Required action = Search the data below for "edges" and report how many lines contain it, with no other text.

Source records

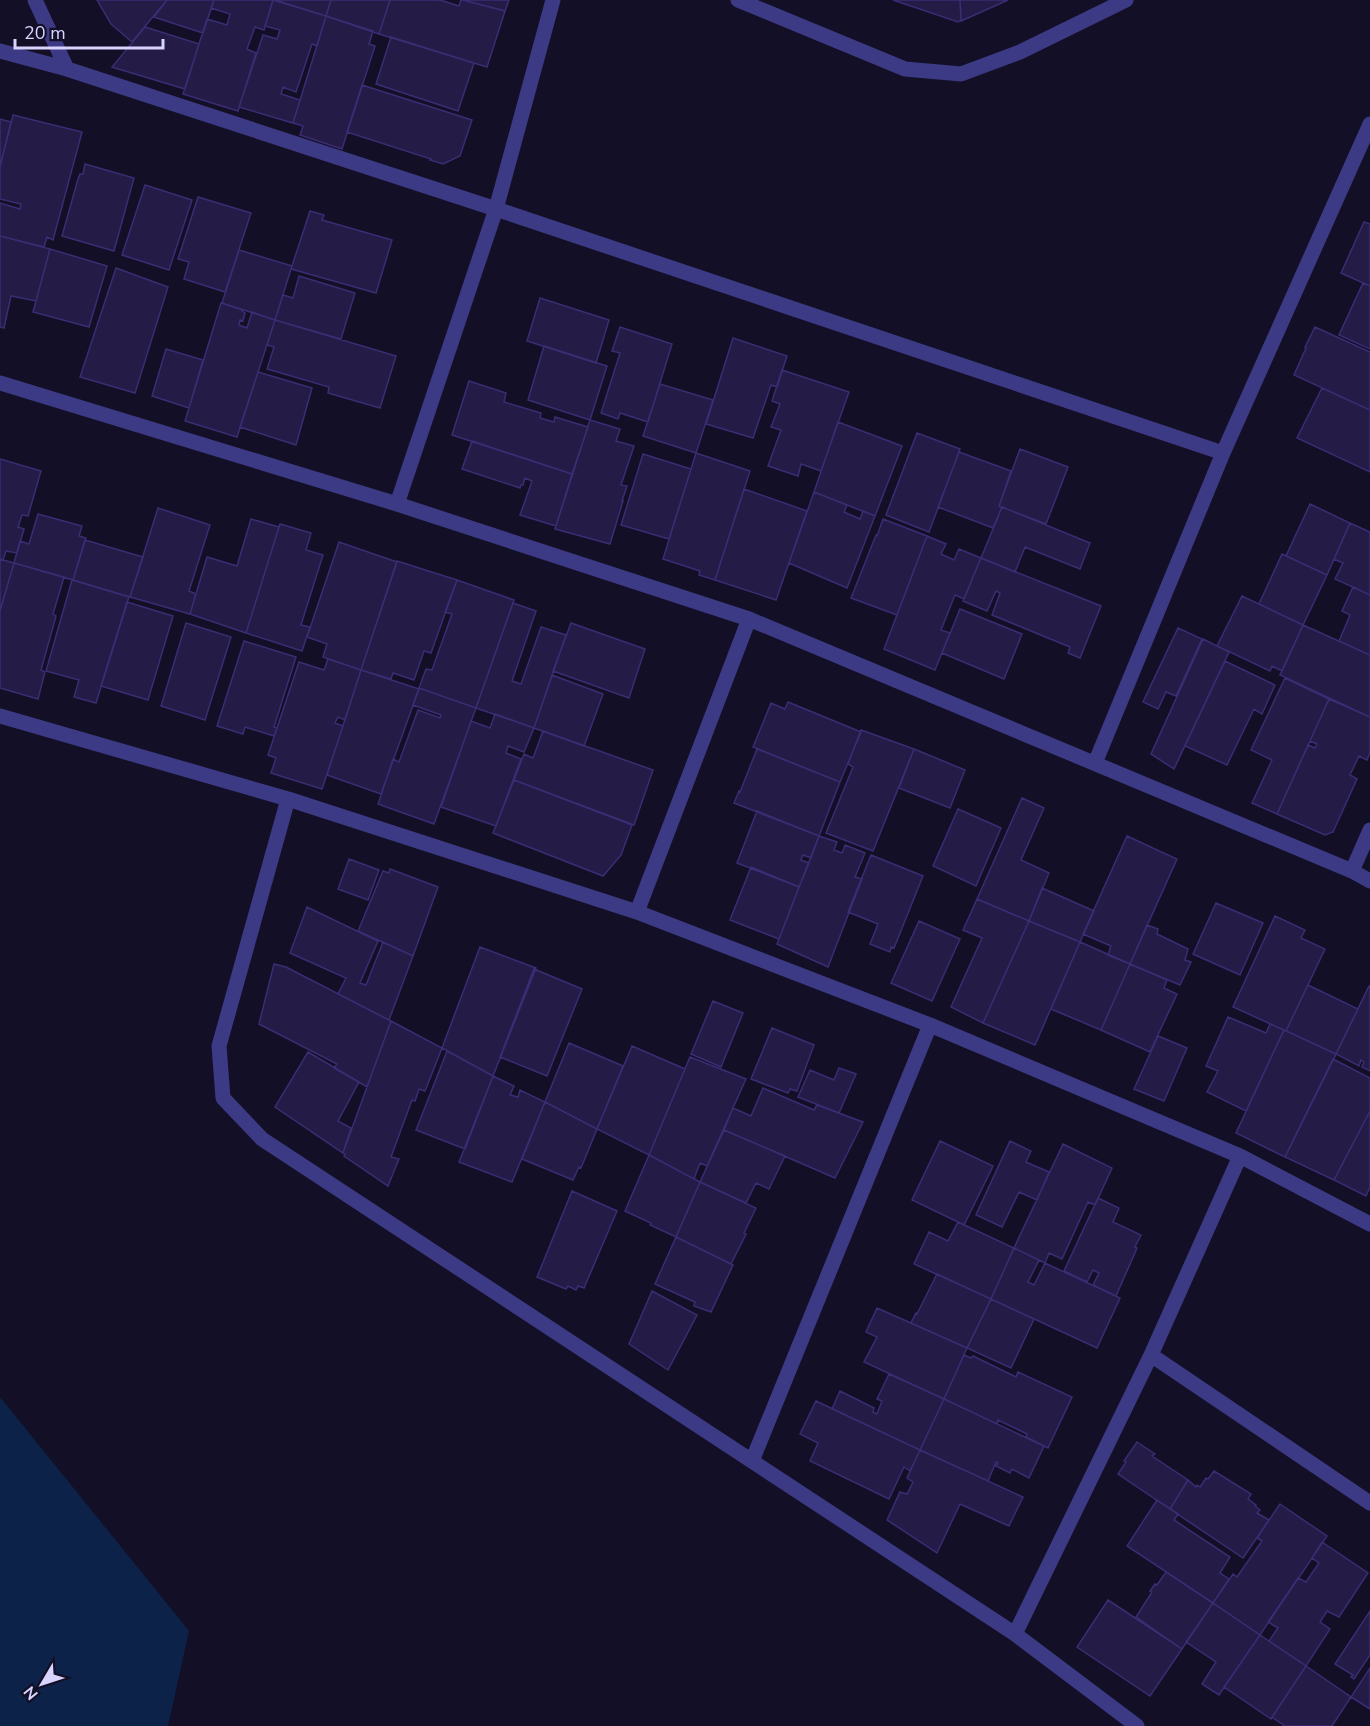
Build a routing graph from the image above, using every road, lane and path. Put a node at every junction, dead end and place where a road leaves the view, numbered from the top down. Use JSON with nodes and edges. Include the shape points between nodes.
{"nodes":[{"id":1,"x":35,"y":0,"type":"edge"},
{"id":2,"x":553,"y":0,"type":"edge"},
{"id":3,"x":738,"y":0,"type":"edge"},
{"id":4,"x":1126,"y":0,"type":"edge"},
{"id":5,"x":0,"y":51,"type":"edge"},
{"id":6,"x":67,"y":69,"type":"junction"},
{"id":7,"x":1370,"y":124,"type":"edge"},
{"id":8,"x":496,"y":209,"type":"junction"},
{"id":9,"x":0,"y":382,"type":"edge"},
{"id":10,"x":1223,"y":453,"type":"junction"},
{"id":11,"x":397,"y":504,"type":"junction"},
{"id":12,"x":748,"y":619,"type":"junction"},
{"id":13,"x":0,"y":716,"type":"edge"},
{"id":14,"x":1095,"y":763,"type":"junction"},
{"id":15,"x":288,"y":799,"type":"junction"},
{"id":16,"x":1370,"y":830,"type":"edge"},
{"id":17,"x":1352,"y":871,"type":"junction"},
{"id":18,"x":1370,"y":881,"type":"edge"},
{"id":19,"x":638,"y":912,"type":"junction"},
{"id":20,"x":930,"y":1025,"type":"junction"},
{"id":21,"x":1240,"y":1156,"type":"junction"},
{"id":22,"x":1370,"y":1224,"type":"edge"},
{"id":23,"x":1151,"y":1355,"type":"junction"},
{"id":24,"x":752,"y":1461,"type":"junction"},
{"id":25,"x":1370,"y":1503,"type":"edge"},
{"id":26,"x":1015,"y":1634,"type":"junction"},
{"id":27,"x":1137,"y":1726,"type":"edge"}],
"edges":[{"from":1,"to":6,"type":"street"},
{"from":2,"to":8,"type":"street"},
{"from":3,"to":4,"type":"street","via":[[905,69],[961,74],[1020,52]]},
{"from":5,"to":6,"type":"street"},
{"from":6,"to":8,"type":"street"},
{"from":7,"to":10,"type":"street"},
{"from":8,"to":10,"type":"street"},
{"from":8,"to":11,"type":"street"},
{"from":9,"to":11,"type":"street"},
{"from":10,"to":14,"type":"street"},
{"from":11,"to":12,"type":"street"},
{"from":12,"to":14,"type":"street"},
{"from":12,"to":19,"type":"street"},
{"from":13,"to":15,"type":"street"},
{"from":14,"to":17,"type":"street"},
{"from":15,"to":19,"type":"street"},
{"from":15,"to":24,"type":"street","via":[[219,1046],[223,1098],[262,1139]]},
{"from":16,"to":17,"type":"street"},
{"from":17,"to":18,"type":"street"},
{"from":19,"to":20,"type":"street"},
{"from":20,"to":21,"type":"street"},
{"from":20,"to":24,"type":"street"},
{"from":21,"to":22,"type":"street"},
{"from":21,"to":23,"type":"street"},
{"from":23,"to":25,"type":"street"},
{"from":23,"to":26,"type":"street"},
{"from":24,"to":26,"type":"street"},
{"from":26,"to":27,"type":"street"}]}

Task answer = 2